(Items listed in a dataset)
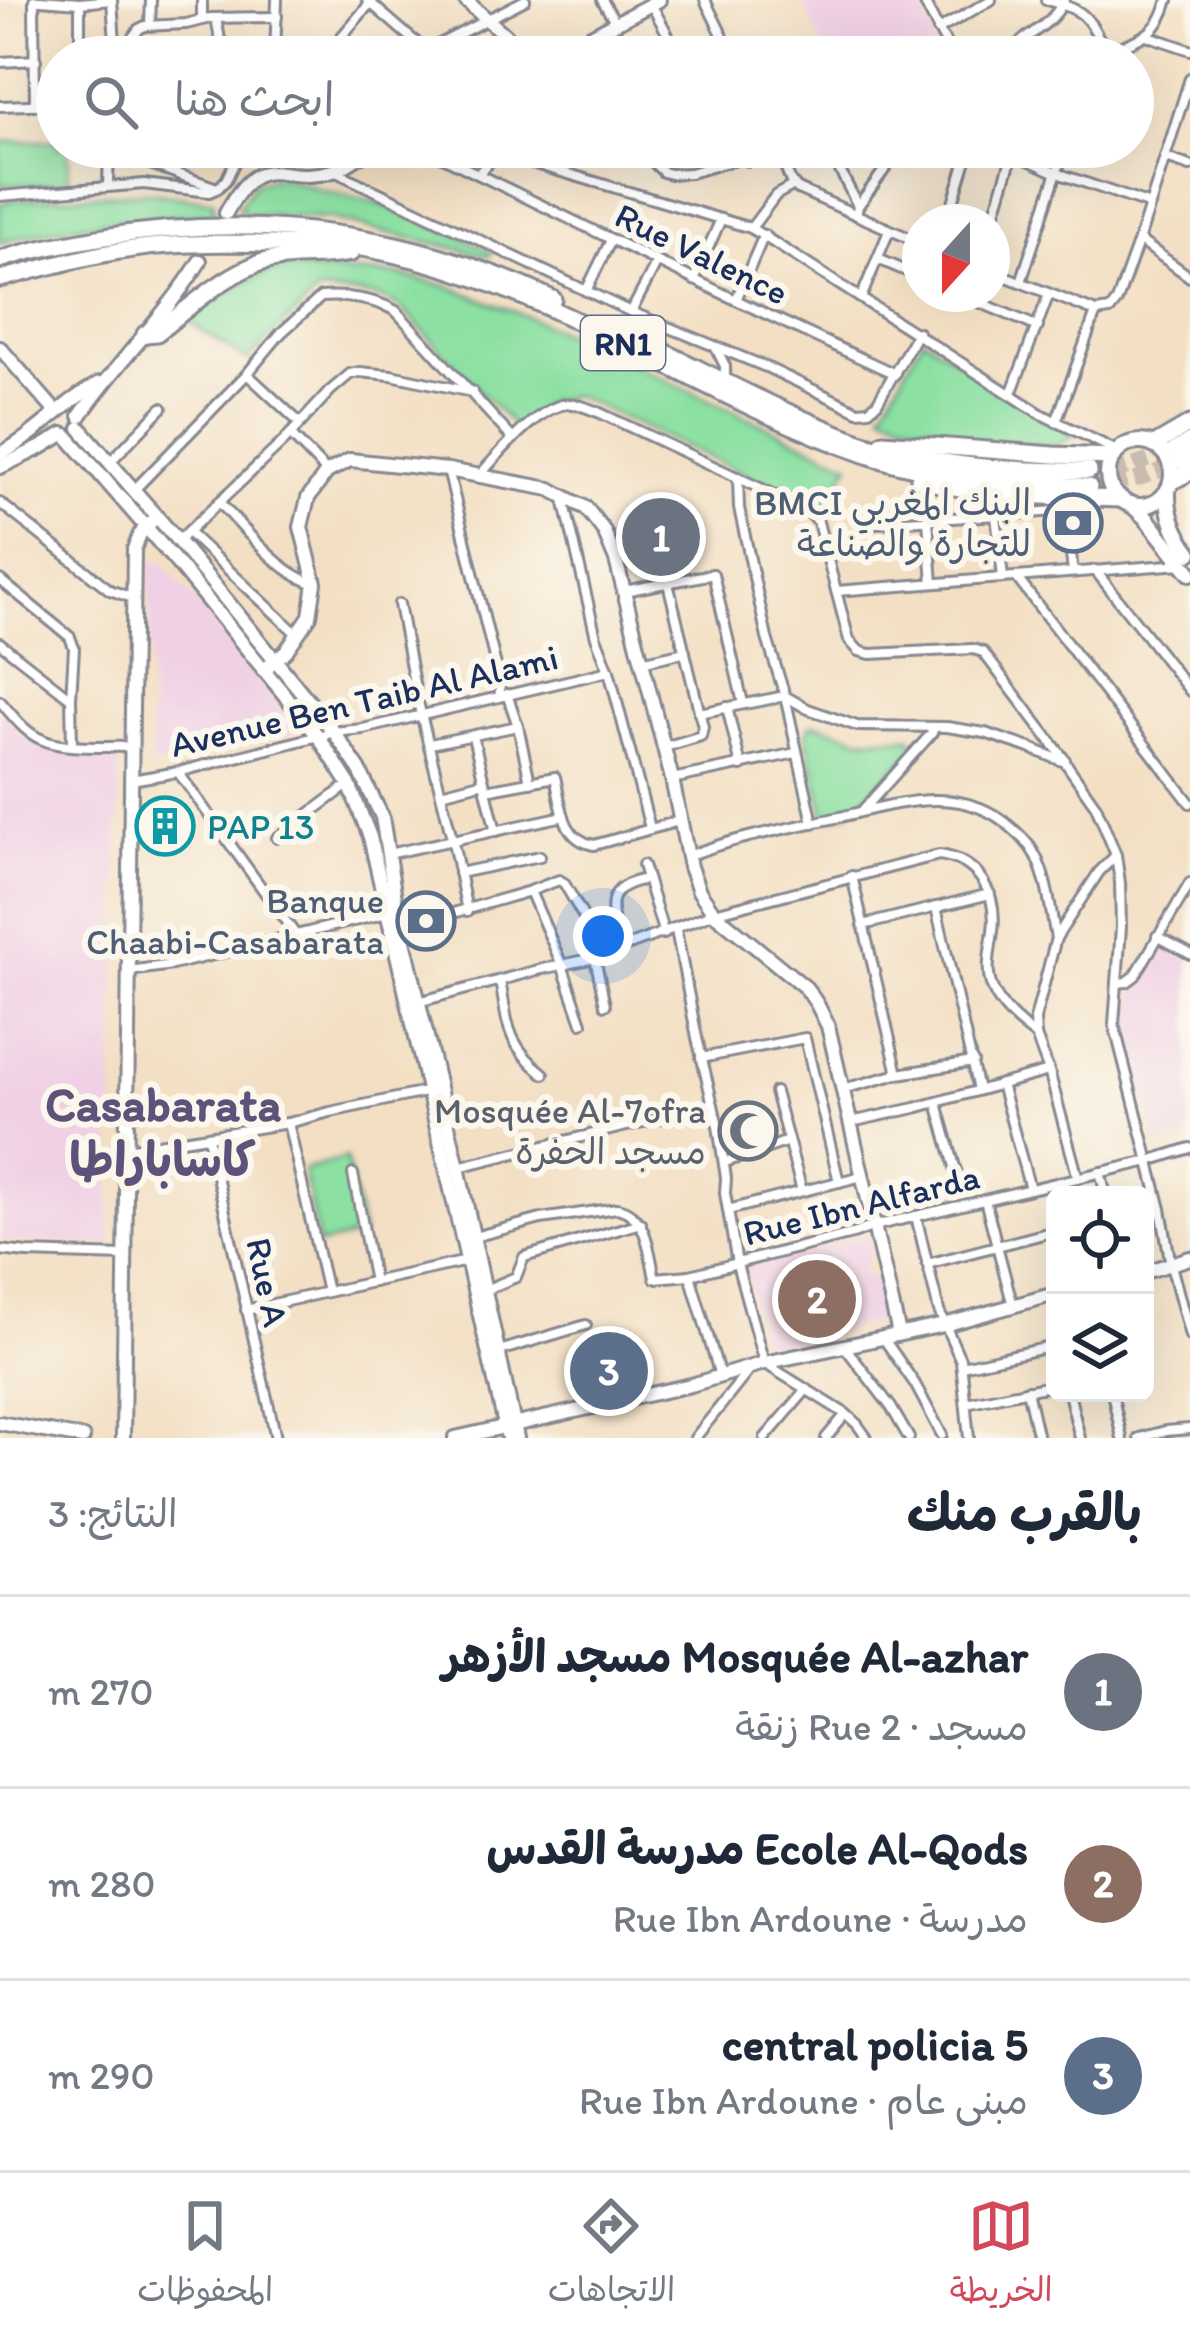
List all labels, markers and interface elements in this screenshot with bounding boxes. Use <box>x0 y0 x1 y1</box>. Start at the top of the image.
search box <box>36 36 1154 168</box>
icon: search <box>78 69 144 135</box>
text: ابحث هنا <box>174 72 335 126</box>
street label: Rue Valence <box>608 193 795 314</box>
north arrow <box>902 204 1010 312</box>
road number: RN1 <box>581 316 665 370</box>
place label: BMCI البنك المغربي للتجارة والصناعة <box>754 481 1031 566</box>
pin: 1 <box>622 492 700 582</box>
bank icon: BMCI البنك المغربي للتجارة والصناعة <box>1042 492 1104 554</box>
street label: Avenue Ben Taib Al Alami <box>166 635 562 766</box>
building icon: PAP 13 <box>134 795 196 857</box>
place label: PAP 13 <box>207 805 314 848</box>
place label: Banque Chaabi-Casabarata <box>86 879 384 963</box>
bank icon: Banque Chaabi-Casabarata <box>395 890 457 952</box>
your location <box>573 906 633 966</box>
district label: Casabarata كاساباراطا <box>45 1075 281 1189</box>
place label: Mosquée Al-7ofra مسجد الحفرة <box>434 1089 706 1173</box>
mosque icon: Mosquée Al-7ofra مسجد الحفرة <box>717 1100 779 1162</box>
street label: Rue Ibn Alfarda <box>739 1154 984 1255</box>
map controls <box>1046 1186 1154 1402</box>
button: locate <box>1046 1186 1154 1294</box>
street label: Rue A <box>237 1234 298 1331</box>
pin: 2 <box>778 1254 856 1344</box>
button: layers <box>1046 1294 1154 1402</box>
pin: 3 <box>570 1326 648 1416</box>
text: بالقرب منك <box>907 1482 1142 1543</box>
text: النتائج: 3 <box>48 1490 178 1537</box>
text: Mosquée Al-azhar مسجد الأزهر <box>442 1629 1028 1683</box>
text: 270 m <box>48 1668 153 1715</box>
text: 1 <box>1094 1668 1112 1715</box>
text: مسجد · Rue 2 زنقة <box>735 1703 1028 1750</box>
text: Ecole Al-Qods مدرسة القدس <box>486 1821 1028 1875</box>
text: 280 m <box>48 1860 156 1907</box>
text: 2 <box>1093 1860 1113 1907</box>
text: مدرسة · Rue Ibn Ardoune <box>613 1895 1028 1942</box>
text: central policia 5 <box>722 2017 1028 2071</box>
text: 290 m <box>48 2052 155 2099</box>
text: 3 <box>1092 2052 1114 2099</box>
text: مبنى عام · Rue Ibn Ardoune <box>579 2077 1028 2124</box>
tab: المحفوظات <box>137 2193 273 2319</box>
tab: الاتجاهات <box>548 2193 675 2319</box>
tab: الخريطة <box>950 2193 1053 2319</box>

* * *

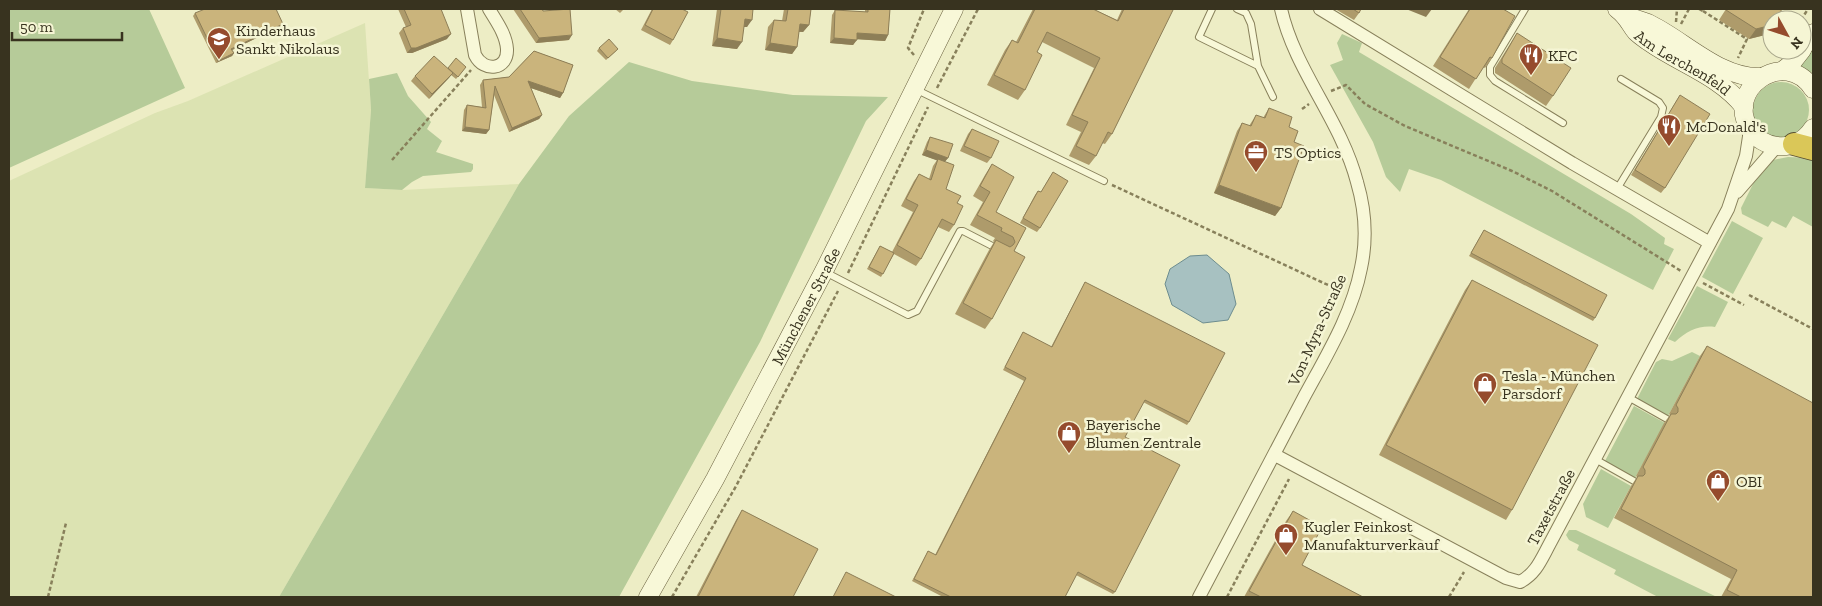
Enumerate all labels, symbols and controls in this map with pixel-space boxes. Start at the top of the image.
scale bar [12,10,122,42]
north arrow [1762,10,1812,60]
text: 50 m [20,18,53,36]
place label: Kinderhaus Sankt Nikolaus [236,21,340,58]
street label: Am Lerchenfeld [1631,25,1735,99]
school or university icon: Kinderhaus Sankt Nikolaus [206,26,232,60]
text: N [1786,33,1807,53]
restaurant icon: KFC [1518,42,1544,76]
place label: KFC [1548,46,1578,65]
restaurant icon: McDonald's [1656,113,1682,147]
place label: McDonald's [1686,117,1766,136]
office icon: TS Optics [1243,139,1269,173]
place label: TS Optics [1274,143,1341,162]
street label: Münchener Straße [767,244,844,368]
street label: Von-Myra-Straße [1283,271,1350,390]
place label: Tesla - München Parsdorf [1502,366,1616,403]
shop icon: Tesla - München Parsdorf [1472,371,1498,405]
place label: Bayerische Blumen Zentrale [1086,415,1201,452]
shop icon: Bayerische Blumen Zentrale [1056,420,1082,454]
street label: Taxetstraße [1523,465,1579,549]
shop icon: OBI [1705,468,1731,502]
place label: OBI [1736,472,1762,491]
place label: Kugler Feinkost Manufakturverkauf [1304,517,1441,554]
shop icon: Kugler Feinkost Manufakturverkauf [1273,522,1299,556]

# [Task brief]
Find the word "Casabarata" in the entries and show each line where it is found.

# [Result for this exercise]
place label: Banque Chaabi-Casabarata <box>86 879 384 963</box>
bank icon: Banque Chaabi-Casabarata <box>395 890 457 952</box>
district label: Casabarata كاساباراطا <box>45 1075 281 1189</box>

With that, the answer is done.